The rock climbing purists would probably shoot me down for writing this but I do believe that this really helps you to get better at climbing…
Every now and then, push your limits and try climbing some more challenging routes on top-rope, even if they appear to be physically out of your ability. I used to have an understanding with my climbing partner that with any new route I was working on, I had only three attempts to work out the crux on my own. If, by the third time, I was not making any headway or progress, my belayer would “help” me up by giving me a tight rope. As for how much tight rope I would get, well, it really depended on how much I was struggling to get up the route. I have had instances where I made it to the top of the route through a combination of my own effort and the belayer’s effort.
Now you may wonder what is the point of struggling up a route when it is clearly beyond your ability… The thing is, when you put your body through the motions (even if it is not completely on your own merit), it helps your body to learn the moves. The next time you try to climb the route, you may surprise yourself to discover that you struggle less (require less tight rope or even none) when trying to finish the route.
I noticed this when my friend egged me on to try a particularly nasty route in the gym with brown coloured holds. Knowing how tough it was, I was rather reluctant to give it a go. I only attempted to climb it because my friend wouldn’t leave me alone until I tried it. Needless to say, I struggled. Huffed and puffed and got blown over by the route, I gratefully accepted whatever help my friend/belayer was giving me. After a painful struggle, I made it to the top and vowed that I would never be so stupid as to try this route again. A couple of weeks later (or perhaps it was a month later), I tried the route again. To my surprise, I managed to get through it without cheating nearly as much as the first time. The third time I worked on the route, I managed to complete it on my own merit (although I had to hangdog a couple of times). The fourth time, I sent it. And this was a route I had already labelled in my mind as “too difficult” for me.

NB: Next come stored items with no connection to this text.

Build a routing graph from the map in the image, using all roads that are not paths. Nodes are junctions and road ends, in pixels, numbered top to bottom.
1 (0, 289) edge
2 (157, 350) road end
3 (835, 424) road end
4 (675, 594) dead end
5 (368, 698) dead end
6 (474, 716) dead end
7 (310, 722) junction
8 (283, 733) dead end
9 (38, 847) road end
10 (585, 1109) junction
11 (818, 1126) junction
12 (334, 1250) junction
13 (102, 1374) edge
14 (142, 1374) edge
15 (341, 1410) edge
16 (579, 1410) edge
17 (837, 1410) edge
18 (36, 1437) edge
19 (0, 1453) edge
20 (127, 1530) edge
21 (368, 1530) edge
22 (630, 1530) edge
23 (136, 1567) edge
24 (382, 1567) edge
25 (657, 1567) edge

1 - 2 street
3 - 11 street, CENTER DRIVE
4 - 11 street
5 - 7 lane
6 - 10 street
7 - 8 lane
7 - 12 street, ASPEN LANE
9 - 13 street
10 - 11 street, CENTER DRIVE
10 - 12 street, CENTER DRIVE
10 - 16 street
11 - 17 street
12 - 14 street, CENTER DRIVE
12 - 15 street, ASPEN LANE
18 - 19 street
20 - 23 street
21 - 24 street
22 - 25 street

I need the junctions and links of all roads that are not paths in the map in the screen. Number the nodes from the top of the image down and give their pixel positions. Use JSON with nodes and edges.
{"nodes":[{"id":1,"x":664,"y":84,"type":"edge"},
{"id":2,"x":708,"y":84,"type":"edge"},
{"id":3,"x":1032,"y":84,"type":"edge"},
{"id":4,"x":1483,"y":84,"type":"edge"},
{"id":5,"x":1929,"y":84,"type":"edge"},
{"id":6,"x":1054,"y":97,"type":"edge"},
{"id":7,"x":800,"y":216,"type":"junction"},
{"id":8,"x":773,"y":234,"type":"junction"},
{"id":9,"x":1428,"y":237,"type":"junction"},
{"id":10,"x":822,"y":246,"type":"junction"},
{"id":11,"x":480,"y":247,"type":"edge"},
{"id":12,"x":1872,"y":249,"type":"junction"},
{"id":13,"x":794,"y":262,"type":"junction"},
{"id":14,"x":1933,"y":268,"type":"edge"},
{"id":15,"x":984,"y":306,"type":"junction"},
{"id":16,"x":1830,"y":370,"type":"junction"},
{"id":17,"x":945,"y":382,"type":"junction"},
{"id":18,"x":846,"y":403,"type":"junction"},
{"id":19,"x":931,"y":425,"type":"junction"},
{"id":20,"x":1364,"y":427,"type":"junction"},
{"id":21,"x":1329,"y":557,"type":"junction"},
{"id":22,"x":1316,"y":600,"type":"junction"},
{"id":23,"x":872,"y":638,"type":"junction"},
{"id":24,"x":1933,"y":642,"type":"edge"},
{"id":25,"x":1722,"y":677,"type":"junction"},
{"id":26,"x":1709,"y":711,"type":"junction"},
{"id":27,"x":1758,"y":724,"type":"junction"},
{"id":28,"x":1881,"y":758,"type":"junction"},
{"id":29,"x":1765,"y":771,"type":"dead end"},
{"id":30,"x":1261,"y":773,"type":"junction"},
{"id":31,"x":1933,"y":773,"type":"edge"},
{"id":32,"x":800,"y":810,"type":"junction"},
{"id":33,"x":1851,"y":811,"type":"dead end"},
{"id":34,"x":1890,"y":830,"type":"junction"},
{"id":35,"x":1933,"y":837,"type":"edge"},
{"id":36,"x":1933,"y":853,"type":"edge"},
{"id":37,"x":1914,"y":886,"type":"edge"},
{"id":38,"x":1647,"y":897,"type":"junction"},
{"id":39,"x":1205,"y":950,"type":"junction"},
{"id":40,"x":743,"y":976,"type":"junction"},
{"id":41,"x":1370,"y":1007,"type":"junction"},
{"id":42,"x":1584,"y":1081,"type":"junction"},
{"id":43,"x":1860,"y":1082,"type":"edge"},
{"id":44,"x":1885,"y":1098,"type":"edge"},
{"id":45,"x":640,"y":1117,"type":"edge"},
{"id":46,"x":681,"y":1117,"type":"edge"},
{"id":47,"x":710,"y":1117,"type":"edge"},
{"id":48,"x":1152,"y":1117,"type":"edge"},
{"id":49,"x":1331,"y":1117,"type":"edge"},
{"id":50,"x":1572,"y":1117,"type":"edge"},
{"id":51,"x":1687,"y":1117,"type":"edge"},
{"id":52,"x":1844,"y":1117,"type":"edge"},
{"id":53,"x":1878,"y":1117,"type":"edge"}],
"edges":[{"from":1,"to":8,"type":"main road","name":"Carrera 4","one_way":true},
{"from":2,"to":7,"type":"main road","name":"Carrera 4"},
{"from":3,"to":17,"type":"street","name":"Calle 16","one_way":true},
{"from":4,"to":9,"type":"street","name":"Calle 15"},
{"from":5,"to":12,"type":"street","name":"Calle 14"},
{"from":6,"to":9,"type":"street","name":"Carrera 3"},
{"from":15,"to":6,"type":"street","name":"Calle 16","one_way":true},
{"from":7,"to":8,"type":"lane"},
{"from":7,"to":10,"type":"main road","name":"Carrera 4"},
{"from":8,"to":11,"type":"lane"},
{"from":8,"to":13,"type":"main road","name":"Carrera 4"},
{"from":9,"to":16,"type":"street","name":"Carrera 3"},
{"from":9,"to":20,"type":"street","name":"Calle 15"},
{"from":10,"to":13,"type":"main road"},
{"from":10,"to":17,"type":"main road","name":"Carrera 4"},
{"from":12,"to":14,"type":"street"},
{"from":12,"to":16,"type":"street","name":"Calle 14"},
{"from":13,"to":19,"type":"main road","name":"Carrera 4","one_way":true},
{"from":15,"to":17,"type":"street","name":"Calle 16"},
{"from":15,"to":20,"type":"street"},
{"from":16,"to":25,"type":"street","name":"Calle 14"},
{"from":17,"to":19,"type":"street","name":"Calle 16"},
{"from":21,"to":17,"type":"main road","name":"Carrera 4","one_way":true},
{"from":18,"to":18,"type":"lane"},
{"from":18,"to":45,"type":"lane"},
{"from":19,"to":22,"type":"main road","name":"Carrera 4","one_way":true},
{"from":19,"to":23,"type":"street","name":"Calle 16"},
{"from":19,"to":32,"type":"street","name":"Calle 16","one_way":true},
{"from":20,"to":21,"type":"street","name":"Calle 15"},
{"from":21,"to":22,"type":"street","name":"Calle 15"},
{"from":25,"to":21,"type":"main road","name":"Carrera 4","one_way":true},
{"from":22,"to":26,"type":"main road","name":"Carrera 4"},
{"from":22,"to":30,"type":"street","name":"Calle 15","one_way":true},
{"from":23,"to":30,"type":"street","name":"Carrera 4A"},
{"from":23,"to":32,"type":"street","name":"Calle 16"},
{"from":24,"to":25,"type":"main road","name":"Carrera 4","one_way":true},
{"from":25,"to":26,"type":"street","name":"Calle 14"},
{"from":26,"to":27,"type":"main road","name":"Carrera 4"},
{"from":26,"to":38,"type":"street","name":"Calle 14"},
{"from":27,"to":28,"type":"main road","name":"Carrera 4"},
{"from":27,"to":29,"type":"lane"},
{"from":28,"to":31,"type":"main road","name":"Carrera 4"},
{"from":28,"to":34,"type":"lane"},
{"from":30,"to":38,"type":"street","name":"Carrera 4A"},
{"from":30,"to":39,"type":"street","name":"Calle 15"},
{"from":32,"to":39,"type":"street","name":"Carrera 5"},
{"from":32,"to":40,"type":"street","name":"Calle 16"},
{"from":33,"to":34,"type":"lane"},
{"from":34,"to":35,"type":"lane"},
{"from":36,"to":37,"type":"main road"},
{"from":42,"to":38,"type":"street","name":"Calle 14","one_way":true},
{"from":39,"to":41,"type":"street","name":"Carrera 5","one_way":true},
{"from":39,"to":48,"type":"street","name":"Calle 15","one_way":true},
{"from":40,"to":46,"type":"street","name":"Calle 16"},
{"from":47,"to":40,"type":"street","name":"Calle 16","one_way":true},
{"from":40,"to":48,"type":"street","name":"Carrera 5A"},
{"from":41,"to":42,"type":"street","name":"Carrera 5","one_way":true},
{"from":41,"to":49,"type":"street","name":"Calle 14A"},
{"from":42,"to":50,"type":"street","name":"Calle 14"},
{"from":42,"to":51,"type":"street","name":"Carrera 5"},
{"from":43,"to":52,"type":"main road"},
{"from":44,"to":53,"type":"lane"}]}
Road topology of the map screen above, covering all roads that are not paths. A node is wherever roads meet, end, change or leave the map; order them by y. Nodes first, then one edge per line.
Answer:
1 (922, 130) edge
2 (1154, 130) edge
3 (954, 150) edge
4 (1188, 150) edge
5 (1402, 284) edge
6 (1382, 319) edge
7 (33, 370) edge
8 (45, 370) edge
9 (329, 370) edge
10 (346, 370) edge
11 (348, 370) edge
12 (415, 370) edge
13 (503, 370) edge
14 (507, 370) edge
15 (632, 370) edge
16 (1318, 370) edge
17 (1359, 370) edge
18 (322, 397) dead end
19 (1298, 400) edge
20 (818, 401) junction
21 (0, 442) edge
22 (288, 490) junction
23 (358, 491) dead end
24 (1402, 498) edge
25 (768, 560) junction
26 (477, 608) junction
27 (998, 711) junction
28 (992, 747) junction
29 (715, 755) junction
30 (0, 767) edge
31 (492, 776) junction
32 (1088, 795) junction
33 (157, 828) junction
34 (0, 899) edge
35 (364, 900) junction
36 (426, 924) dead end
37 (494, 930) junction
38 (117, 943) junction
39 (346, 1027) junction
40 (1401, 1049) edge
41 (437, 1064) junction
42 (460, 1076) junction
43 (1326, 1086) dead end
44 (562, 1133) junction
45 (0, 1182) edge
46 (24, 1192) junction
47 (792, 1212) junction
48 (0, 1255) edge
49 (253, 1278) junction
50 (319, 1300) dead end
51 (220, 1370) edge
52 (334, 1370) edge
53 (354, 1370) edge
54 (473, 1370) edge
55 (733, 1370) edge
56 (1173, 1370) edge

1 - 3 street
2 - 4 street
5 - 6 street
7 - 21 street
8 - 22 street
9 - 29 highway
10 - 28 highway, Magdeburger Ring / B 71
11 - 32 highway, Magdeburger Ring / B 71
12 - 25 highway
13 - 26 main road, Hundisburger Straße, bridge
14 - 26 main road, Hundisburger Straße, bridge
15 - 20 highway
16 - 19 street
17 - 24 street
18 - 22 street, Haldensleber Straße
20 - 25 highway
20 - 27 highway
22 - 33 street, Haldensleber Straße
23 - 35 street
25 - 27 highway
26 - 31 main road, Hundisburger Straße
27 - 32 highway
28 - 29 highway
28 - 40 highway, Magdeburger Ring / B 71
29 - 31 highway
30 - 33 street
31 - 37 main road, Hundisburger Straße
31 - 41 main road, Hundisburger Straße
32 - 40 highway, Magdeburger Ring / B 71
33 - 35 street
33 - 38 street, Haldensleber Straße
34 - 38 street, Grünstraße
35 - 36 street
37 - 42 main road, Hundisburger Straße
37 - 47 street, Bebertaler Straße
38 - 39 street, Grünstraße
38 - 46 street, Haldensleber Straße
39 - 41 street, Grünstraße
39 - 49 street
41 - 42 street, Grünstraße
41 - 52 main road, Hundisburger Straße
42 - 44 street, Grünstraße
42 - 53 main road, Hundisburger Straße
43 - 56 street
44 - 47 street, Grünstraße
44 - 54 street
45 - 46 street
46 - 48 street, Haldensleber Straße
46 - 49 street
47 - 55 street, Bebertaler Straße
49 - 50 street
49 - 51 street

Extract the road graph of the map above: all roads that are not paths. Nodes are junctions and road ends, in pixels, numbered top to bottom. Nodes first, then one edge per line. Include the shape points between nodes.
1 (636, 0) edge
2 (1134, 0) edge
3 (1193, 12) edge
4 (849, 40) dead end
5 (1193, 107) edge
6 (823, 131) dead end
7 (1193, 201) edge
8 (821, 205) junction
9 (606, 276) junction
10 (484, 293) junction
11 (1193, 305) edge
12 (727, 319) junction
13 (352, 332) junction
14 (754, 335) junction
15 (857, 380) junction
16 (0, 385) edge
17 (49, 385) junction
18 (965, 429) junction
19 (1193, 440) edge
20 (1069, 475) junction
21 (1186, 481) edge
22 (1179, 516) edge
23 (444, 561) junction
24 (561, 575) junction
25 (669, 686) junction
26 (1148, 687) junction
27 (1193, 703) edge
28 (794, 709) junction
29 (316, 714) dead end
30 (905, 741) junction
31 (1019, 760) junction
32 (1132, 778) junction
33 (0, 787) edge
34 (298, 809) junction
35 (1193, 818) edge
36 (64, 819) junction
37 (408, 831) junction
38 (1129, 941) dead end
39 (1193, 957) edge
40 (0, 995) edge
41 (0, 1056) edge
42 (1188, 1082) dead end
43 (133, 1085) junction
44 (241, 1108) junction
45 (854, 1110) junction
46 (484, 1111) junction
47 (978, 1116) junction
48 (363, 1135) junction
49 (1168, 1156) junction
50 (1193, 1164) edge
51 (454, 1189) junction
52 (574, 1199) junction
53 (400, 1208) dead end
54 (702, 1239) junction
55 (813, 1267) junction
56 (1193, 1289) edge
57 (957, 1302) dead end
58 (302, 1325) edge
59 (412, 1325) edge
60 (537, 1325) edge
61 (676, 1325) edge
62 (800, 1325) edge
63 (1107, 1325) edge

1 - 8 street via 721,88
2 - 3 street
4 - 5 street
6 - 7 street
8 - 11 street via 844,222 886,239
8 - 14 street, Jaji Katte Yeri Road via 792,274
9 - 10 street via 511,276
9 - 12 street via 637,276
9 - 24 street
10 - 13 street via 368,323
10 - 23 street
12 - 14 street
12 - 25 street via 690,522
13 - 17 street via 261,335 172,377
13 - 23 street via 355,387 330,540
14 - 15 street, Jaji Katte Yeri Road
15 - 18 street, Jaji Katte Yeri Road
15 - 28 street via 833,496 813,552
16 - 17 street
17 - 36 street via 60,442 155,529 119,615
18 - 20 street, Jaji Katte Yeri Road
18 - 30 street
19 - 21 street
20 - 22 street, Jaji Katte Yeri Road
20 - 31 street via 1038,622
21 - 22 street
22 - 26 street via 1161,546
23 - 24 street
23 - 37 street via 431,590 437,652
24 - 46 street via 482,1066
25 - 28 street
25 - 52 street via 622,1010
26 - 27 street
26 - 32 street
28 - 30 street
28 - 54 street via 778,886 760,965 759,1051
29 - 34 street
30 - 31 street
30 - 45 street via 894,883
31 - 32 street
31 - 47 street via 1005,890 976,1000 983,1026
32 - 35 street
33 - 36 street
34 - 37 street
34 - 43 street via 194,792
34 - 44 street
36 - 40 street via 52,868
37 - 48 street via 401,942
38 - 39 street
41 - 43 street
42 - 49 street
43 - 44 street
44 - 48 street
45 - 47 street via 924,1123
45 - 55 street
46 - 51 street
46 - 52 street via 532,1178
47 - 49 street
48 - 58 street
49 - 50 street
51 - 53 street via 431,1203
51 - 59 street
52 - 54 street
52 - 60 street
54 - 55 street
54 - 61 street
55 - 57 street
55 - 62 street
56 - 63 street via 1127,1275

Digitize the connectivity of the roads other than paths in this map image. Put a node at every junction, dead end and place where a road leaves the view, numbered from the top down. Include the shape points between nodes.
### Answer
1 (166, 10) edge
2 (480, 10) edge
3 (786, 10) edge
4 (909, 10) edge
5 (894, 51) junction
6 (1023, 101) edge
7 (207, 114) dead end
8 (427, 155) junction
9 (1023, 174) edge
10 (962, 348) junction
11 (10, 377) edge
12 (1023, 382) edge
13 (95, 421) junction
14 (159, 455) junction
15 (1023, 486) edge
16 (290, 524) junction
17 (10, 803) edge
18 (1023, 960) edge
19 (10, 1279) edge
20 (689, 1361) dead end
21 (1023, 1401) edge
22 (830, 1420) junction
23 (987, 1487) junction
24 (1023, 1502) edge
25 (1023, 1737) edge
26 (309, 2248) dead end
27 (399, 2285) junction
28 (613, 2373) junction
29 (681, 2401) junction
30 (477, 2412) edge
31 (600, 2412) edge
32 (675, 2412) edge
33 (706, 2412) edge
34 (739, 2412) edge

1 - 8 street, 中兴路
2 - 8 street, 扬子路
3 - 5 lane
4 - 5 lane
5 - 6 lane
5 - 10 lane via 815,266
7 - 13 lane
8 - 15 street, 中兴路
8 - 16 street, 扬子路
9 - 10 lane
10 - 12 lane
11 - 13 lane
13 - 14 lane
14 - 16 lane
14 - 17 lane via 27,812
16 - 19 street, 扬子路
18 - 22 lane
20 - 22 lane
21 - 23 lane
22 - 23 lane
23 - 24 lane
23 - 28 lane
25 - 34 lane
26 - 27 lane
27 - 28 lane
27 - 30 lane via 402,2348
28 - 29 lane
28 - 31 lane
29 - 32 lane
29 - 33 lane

Please note that you should only do this in the climbing gym. Don’t try this when climbing outdoors because your struggles can destroy the rock surface (especially if you’re climbing limestone) which can be very annoying to the climbers who are physically capable of climbing the route. If you do try this outdoors, don’t say I didn’t warn you and don’t mention my name either. I don’t want anyone kicking my behind for even suggesting this. The climbing purists will probably come here and flame me.
Another thing you can do, which helps you psychologically, is touch the next hold. Even if you need help to get there, just make sure you don’t get lowered before you’ve touched the next hold.